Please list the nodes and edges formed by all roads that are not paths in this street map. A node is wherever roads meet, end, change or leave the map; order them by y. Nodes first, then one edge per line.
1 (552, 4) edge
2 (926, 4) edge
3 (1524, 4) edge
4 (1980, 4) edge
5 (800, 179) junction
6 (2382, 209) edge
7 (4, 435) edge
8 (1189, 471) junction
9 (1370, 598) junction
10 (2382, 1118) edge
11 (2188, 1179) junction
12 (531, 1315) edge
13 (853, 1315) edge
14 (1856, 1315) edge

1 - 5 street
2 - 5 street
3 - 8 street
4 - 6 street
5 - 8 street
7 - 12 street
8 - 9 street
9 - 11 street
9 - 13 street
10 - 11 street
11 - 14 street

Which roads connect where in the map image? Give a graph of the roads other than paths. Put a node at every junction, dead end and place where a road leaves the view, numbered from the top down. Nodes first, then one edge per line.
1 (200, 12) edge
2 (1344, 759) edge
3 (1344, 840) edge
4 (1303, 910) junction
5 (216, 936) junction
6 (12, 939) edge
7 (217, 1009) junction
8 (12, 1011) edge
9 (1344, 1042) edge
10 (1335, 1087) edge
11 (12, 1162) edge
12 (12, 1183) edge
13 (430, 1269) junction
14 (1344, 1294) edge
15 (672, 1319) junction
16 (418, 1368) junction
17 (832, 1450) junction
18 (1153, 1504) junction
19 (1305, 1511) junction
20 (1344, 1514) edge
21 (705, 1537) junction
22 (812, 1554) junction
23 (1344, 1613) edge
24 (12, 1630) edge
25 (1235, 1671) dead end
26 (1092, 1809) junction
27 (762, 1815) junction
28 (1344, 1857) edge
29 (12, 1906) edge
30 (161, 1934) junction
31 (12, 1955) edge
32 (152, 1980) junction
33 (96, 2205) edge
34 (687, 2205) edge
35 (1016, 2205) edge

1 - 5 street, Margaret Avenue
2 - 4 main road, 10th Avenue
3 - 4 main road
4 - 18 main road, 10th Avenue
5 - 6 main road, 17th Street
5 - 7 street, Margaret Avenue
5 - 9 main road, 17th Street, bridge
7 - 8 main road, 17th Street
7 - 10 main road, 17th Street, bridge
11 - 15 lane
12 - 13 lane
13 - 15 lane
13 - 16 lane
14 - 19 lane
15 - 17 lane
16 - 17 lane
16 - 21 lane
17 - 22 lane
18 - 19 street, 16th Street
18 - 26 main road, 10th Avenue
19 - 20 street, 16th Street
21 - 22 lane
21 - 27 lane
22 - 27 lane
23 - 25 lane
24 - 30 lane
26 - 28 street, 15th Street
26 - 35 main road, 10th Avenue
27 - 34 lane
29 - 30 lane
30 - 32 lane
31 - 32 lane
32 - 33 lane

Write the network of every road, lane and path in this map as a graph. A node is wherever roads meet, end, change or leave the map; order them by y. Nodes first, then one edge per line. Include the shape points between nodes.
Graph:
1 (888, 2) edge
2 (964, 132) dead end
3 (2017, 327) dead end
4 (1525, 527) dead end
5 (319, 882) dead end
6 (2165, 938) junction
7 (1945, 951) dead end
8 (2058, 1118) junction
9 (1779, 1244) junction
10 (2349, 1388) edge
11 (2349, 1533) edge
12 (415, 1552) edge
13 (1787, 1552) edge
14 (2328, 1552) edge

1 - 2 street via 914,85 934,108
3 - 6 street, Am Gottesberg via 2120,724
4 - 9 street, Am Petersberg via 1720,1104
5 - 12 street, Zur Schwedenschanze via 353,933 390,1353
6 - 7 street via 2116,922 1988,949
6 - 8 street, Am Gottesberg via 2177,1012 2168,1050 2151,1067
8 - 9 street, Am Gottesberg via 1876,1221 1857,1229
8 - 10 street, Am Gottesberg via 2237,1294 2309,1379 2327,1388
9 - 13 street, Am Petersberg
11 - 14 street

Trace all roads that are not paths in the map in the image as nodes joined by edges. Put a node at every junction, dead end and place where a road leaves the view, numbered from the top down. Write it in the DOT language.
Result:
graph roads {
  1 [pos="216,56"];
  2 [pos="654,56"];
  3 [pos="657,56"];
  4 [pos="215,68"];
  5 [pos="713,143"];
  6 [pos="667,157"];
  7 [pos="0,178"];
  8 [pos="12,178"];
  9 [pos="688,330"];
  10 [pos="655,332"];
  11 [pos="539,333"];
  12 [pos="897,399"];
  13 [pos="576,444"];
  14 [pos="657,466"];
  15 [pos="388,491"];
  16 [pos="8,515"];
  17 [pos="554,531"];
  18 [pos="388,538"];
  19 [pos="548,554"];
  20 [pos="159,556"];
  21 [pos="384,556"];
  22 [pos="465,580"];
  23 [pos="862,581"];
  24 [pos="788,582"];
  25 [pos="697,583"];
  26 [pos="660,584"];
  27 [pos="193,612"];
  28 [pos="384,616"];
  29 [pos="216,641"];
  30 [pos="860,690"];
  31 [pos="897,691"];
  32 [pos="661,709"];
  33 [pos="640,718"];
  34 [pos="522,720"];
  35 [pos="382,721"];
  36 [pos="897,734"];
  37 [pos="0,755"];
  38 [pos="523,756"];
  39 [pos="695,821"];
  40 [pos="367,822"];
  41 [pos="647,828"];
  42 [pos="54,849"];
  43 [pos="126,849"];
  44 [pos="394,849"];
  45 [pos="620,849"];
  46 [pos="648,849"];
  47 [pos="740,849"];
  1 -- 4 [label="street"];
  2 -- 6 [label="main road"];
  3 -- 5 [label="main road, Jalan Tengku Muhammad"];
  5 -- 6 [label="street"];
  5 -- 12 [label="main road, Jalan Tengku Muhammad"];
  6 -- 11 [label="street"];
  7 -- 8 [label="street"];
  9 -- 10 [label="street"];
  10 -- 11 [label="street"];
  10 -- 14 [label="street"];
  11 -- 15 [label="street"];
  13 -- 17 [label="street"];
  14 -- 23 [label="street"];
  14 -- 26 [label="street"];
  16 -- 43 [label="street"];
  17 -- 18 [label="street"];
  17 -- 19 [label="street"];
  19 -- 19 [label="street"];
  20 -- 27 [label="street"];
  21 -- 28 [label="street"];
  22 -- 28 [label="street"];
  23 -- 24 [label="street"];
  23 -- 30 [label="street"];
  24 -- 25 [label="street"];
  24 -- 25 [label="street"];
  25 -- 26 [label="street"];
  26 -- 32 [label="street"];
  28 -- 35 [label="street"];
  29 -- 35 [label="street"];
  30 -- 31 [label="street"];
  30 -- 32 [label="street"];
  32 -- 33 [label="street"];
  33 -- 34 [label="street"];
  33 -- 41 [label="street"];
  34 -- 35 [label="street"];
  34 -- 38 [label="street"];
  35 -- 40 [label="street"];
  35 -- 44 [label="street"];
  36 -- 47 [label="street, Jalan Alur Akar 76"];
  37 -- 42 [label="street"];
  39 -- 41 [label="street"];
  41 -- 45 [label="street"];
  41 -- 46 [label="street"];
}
════════════════
Could you repeat every record above exactly as it appears?

SOLUTION TO THIS PROBLEM:
Please list the nodes and edges formed by all roads that are not paths in this street map. A node is wherever roads meet, end, change or leave the map; order them by y. Nodes first, then one edge per line.
1 (552, 4) edge
2 (926, 4) edge
3 (1524, 4) edge
4 (1980, 4) edge
5 (800, 179) junction
6 (2382, 209) edge
7 (4, 435) edge
8 (1189, 471) junction
9 (1370, 598) junction
10 (2382, 1118) edge
11 (2188, 1179) junction
12 (531, 1315) edge
13 (853, 1315) edge
14 (1856, 1315) edge

1 - 5 street
2 - 5 street
3 - 8 street
4 - 6 street
5 - 8 street
7 - 12 street
8 - 9 street
9 - 11 street
9 - 13 street
10 - 11 street
11 - 14 street

Which roads connect where in the map image? Give a graph of the roads other than paths. Put a node at every junction, dead end and place where a road leaves the view, numbered from the top down. Nodes first, then one edge per line.
1 (200, 12) edge
2 (1344, 759) edge
3 (1344, 840) edge
4 (1303, 910) junction
5 (216, 936) junction
6 (12, 939) edge
7 (217, 1009) junction
8 (12, 1011) edge
9 (1344, 1042) edge
10 (1335, 1087) edge
11 (12, 1162) edge
12 (12, 1183) edge
13 (430, 1269) junction
14 (1344, 1294) edge
15 (672, 1319) junction
16 (418, 1368) junction
17 (832, 1450) junction
18 (1153, 1504) junction
19 (1305, 1511) junction
20 (1344, 1514) edge
21 (705, 1537) junction
22 (812, 1554) junction
23 (1344, 1613) edge
24 (12, 1630) edge
25 (1235, 1671) dead end
26 (1092, 1809) junction
27 (762, 1815) junction
28 (1344, 1857) edge
29 (12, 1906) edge
30 (161, 1934) junction
31 (12, 1955) edge
32 (152, 1980) junction
33 (96, 2205) edge
34 (687, 2205) edge
35 (1016, 2205) edge

1 - 5 street, Margaret Avenue
2 - 4 main road, 10th Avenue
3 - 4 main road
4 - 18 main road, 10th Avenue
5 - 6 main road, 17th Street
5 - 7 street, Margaret Avenue
5 - 9 main road, 17th Street, bridge
7 - 8 main road, 17th Street
7 - 10 main road, 17th Street, bridge
11 - 15 lane
12 - 13 lane
13 - 15 lane
13 - 16 lane
14 - 19 lane
15 - 17 lane
16 - 17 lane
16 - 21 lane
17 - 22 lane
18 - 19 street, 16th Street
18 - 26 main road, 10th Avenue
19 - 20 street, 16th Street
21 - 22 lane
21 - 27 lane
22 - 27 lane
23 - 25 lane
24 - 30 lane
26 - 28 street, 15th Street
26 - 35 main road, 10th Avenue
27 - 34 lane
29 - 30 lane
30 - 32 lane
31 - 32 lane
32 - 33 lane

Write the network of every road, lane and path in this map as a graph. A node is wherever roads meet, end, change or leave the map; order them by y. Nodes first, then one edge per line. Include the shape points between nodes.
Graph:
1 (888, 2) edge
2 (964, 132) dead end
3 (2017, 327) dead end
4 (1525, 527) dead end
5 (319, 882) dead end
6 (2165, 938) junction
7 (1945, 951) dead end
8 (2058, 1118) junction
9 (1779, 1244) junction
10 (2349, 1388) edge
11 (2349, 1533) edge
12 (415, 1552) edge
13 (1787, 1552) edge
14 (2328, 1552) edge

1 - 2 street via 914,85 934,108
3 - 6 street, Am Gottesberg via 2120,724
4 - 9 street, Am Petersberg via 1720,1104
5 - 12 street, Zur Schwedenschanze via 353,933 390,1353
6 - 7 street via 2116,922 1988,949
6 - 8 street, Am Gottesberg via 2177,1012 2168,1050 2151,1067
8 - 9 street, Am Gottesberg via 1876,1221 1857,1229
8 - 10 street, Am Gottesberg via 2237,1294 2309,1379 2327,1388
9 - 13 street, Am Petersberg
11 - 14 street

Trace all roads that are not paths in the map in the image as nodes joined by edges. Put a node at every junction, dead end and place where a road leaves the view, numbered from the top down. Write it in the DOT language.
Result:
graph roads {
  1 [pos="216,56"];
  2 [pos="654,56"];
  3 [pos="657,56"];
  4 [pos="215,68"];
  5 [pos="713,143"];
  6 [pos="667,157"];
  7 [pos="0,178"];
  8 [pos="12,178"];
  9 [pos="688,330"];
  10 [pos="655,332"];
  11 [pos="539,333"];
  12 [pos="897,399"];
  13 [pos="576,444"];
  14 [pos="657,466"];
  15 [pos="388,491"];
  16 [pos="8,515"];
  17 [pos="554,531"];
  18 [pos="388,538"];
  19 [pos="548,554"];
  20 [pos="159,556"];
  21 [pos="384,556"];
  22 [pos="465,580"];
  23 [pos="862,581"];
  24 [pos="788,582"];
  25 [pos="697,583"];
  26 [pos="660,584"];
  27 [pos="193,612"];
  28 [pos="384,616"];
  29 [pos="216,641"];
  30 [pos="860,690"];
  31 [pos="897,691"];
  32 [pos="661,709"];
  33 [pos="640,718"];
  34 [pos="522,720"];
  35 [pos="382,721"];
  36 [pos="897,734"];
  37 [pos="0,755"];
  38 [pos="523,756"];
  39 [pos="695,821"];
  40 [pos="367,822"];
  41 [pos="647,828"];
  42 [pos="54,849"];
  43 [pos="126,849"];
  44 [pos="394,849"];
  45 [pos="620,849"];
  46 [pos="648,849"];
  47 [pos="740,849"];
  1 -- 4 [label="street"];
  2 -- 6 [label="main road"];
  3 -- 5 [label="main road, Jalan Tengku Muhammad"];
  5 -- 6 [label="street"];
  5 -- 12 [label="main road, Jalan Tengku Muhammad"];
  6 -- 11 [label="street"];
  7 -- 8 [label="street"];
  9 -- 10 [label="street"];
  10 -- 11 [label="street"];
  10 -- 14 [label="street"];
  11 -- 15 [label="street"];
  13 -- 17 [label="street"];
  14 -- 23 [label="street"];
  14 -- 26 [label="street"];
  16 -- 43 [label="street"];
  17 -- 18 [label="street"];
  17 -- 19 [label="street"];
  19 -- 19 [label="street"];
  20 -- 27 [label="street"];
  21 -- 28 [label="street"];
  22 -- 28 [label="street"];
  23 -- 24 [label="street"];
  23 -- 30 [label="street"];
  24 -- 25 [label="street"];
  24 -- 25 [label="street"];
  25 -- 26 [label="street"];
  26 -- 32 [label="street"];
  28 -- 35 [label="street"];
  29 -- 35 [label="street"];
  30 -- 31 [label="street"];
  30 -- 32 [label="street"];
  32 -- 33 [label="street"];
  33 -- 34 [label="street"];
  33 -- 41 [label="street"];
  34 -- 35 [label="street"];
  34 -- 38 [label="street"];
  35 -- 40 [label="street"];
  35 -- 44 [label="street"];
  36 -- 47 [label="street, Jalan Alur Akar 76"];
  37 -- 42 [label="street"];
  39 -- 41 [label="street"];
  41 -- 45 [label="street"];
  41 -- 46 [label="street"];
}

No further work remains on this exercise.